SOOOO in my case... i tweak the "Heading 1" style in WORD to include a forced "Page Break Before" in the Paragraph formatting for "Heading 1". Exactly how you force every "Heading 1" to always "Page Break" is different in different versions of Microsoft WORD but if you follow the WORD documentation and modify the "Heading 1" style THEN every "Heading 1" will always have a pagebreak before it.

THEN... you save this template file in the some directory you're working from with the RMD file... and it is USED AS a template. THE CONTENTS of the file are ignored.... so don't worry... you can put sample text in this file and test that the formatting all works.... THE CONTENTS ARE IGNORED but the STYLES are USED in the new word document which will be built by the RMD file so.... then every "Heading 1" will have a break before it.

NOTE: You could obviously do the same with ANY style that has a one-to-one mapping from PANDOC MARKUP so you could instead just make all "Heading 3" or whatever.... just look at see in your RMD created DOCX what "STYLE" is being applied and then tweak that style even if you need to insert some "fake" lines with essentially blank content just for the purpose of forcing a style to appear in the DOCX



回答4:

Here is an R script that can be used as a pandoc filter to replace LaTeX breaks (\pagebreak) with word breaks, per @JAllen's answer above. With this you don't need to compile a pandoc script.

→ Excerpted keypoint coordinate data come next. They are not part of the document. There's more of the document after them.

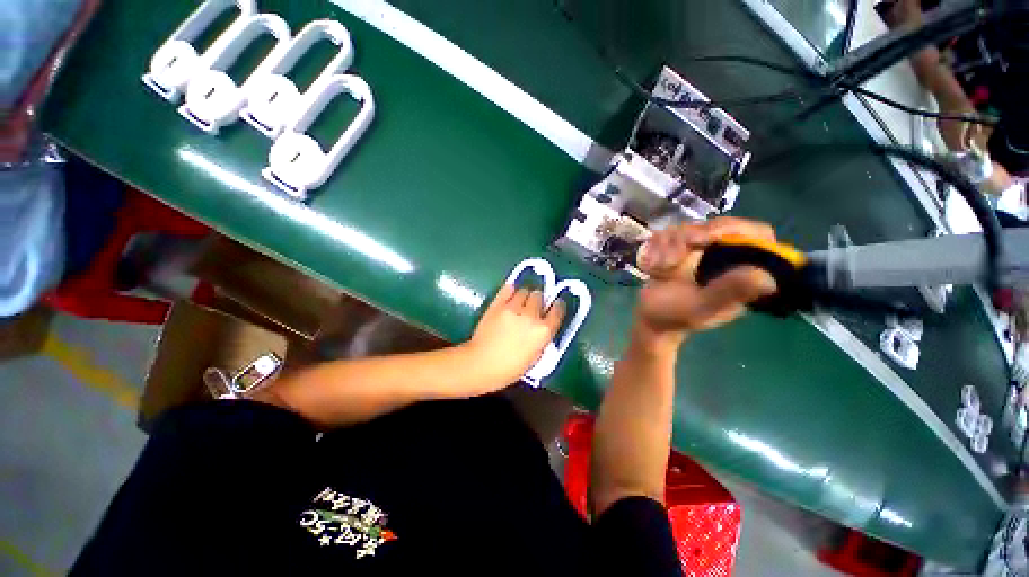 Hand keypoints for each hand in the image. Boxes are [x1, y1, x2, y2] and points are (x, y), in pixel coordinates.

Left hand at [464, 284, 564, 386]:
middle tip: (533, 306)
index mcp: (543, 332)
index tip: (556, 305)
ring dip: (524, 296)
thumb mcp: (534, 358)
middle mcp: (531, 316)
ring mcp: (513, 308)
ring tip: (520, 302)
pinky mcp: (497, 304)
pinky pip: (508, 289)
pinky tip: (510, 295)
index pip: (557, 310)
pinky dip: (510, 291)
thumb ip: (541, 339)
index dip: (558, 306)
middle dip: (538, 300)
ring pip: (524, 291)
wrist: (481, 365)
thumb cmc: (509, 369)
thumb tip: (542, 327)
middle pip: (539, 296)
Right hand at [634, 217, 777, 340]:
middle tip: (673, 258)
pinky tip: (651, 265)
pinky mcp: (680, 248)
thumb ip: (728, 292)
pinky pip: (669, 233)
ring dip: (668, 245)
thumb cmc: (674, 316)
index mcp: (742, 272)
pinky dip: (656, 246)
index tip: (708, 237)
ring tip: (660, 268)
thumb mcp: (701, 307)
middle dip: (690, 237)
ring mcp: (701, 251)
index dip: (737, 229)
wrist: (647, 317)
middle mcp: (725, 257)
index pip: (758, 235)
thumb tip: (768, 278)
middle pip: (717, 226)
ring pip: (689, 227) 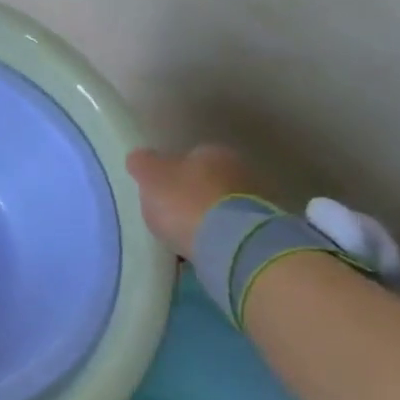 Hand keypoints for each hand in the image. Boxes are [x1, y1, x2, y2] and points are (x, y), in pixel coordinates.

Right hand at [124, 145, 262, 260]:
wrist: (231, 244)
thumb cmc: (186, 202)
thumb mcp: (151, 178)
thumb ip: (143, 164)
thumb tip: (139, 157)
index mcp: (212, 152)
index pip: (189, 156)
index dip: (172, 172)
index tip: (158, 190)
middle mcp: (239, 170)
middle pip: (207, 181)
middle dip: (191, 194)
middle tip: (170, 212)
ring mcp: (255, 201)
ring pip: (221, 205)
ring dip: (206, 216)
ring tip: (185, 234)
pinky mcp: (260, 231)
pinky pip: (230, 229)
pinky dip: (217, 235)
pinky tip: (202, 247)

Since you are working in R Markdown I assume one has R available in the system.

#!/usr/bin/env Rscript

json_in <- file('stdin', 'r')
lat_newp <- '{"t":"RawBlock","c":["latex","\\\\newpage"]}'
doc_newp <- '{"t":"RawBlock","c":["openxml","<w:p><w:r><w:br w:type=\\"page\\"/></w:r></w:p>"]}'
ast <- paste(readLines(json_in, warn=FALSE), collapse="\n")
ast <- gsub(lat_newp, doc_newp, ast, fixed=TRUE)
write(ast, "")

Save this as page-break-filter.R or something like that and make it executable by running chmod +x page-break-filter.R in the terminal.

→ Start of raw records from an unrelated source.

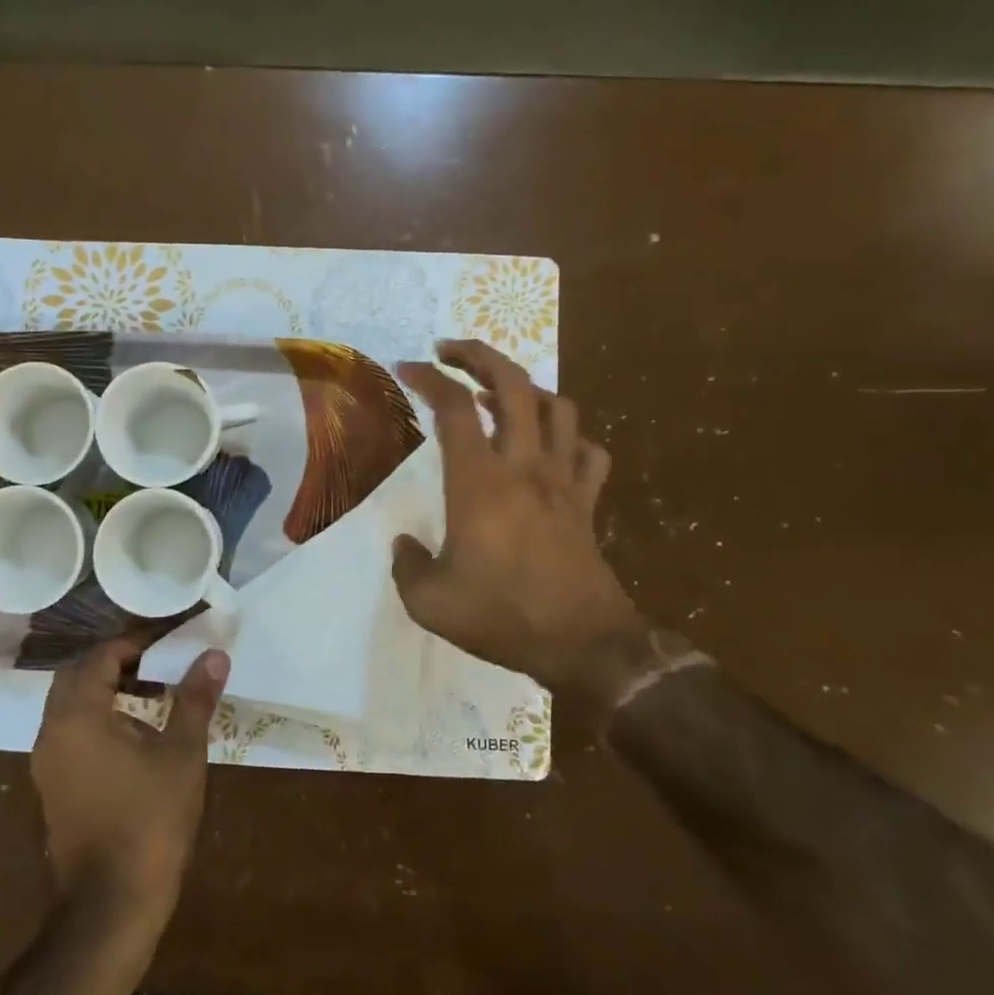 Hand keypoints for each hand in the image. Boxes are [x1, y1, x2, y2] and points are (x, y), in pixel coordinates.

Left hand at [31, 639, 227, 921]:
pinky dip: (96, 718)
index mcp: (78, 715)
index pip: (100, 656)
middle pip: (77, 676)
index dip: (134, 644)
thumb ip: (195, 698)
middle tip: (157, 665)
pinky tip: (133, 734)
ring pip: (70, 705)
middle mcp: (52, 731)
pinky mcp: (53, 786)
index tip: (167, 645)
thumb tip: (214, 655)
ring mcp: (47, 761)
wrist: (112, 903)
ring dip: (104, 691)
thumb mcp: (181, 753)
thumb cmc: (149, 820)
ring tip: (151, 694)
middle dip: (115, 664)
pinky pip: (70, 732)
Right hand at [394, 340, 647, 716]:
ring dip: (526, 389)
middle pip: (513, 384)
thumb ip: (407, 566)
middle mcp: (524, 467)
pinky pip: (589, 451)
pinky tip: (551, 447)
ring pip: (557, 407)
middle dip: (480, 354)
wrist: (583, 644)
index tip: (406, 367)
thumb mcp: (430, 603)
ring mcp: (563, 480)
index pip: (453, 408)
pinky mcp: (588, 501)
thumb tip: (405, 544)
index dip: (428, 378)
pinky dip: (570, 437)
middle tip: (450, 351)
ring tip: (497, 395)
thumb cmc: (502, 616)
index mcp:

Then include this filter the R Markdown YAML like so:

---
title: "Title
author: "Author"
output:  
  word_document:
    pandoc_args: [
      "--filter", "/path/to/pandoc-newpage-filter.R"
    ]
---


回答5:

You can use the R package worded. This avoids the need for a template word file. See https://github.com/davidgohel/worded.

The output parameter needs to be set to worded::rdocx_document and you need to call library(worded).

---
date: "2018-03-27"
author: "David Gohel"
title: "Document title"
output: 
  worded::rdocx_document
---

```{r setup, include=FALSE}
library(worded)
```

You can then add <!---CHUNK_PAGEBREAK---> to your document whenever you want a page break.

The package allows various word formatting options using a similar mechanism.



回答6:

Sungpil's article was close, but didn't quite work. This was the best solution I found for this: https://scriptsandstatistics.wordpress.com/2015/12/18/rmarkdown-how-to-inserts-page-breaks-in-a-ms-word-document/

Even better, the author included the Word template to make this work. The R-blogger's link to his template is broken, and the header is formatted wrong. Some notes I took:

1) You might need to include the whole path to the word template in your Rmd header, like so:

output: 
    word_document:
      reference_docx: C:/workspace/myproject/mystyles.docx

2) The template at the link above changed some of the default style settings so you'll need to change them back



回答7:

My solution is not very robust but can work for some of us. Assuming you need a page break before each level 1 title in your word document, I defined this in the format template used in the yaml field reference_docx: . In this document you modify the Heading 1 format (or equivalent) to insert a page break before the Title. Do not forget to start your template with the first docx rendered with knitr (pandoc) in RStudio.



回答8:

It is not an automated solution. But I have been adding the text '#####page break' to my markdown document. Then in MS Word using find-replace to replace the text "page break" with "^m" (manual page break).



回答9:

Ok, I found this in the markdown docs.

Horizontal Rule / Page Break

Three or more asterisks *** or dashes ---.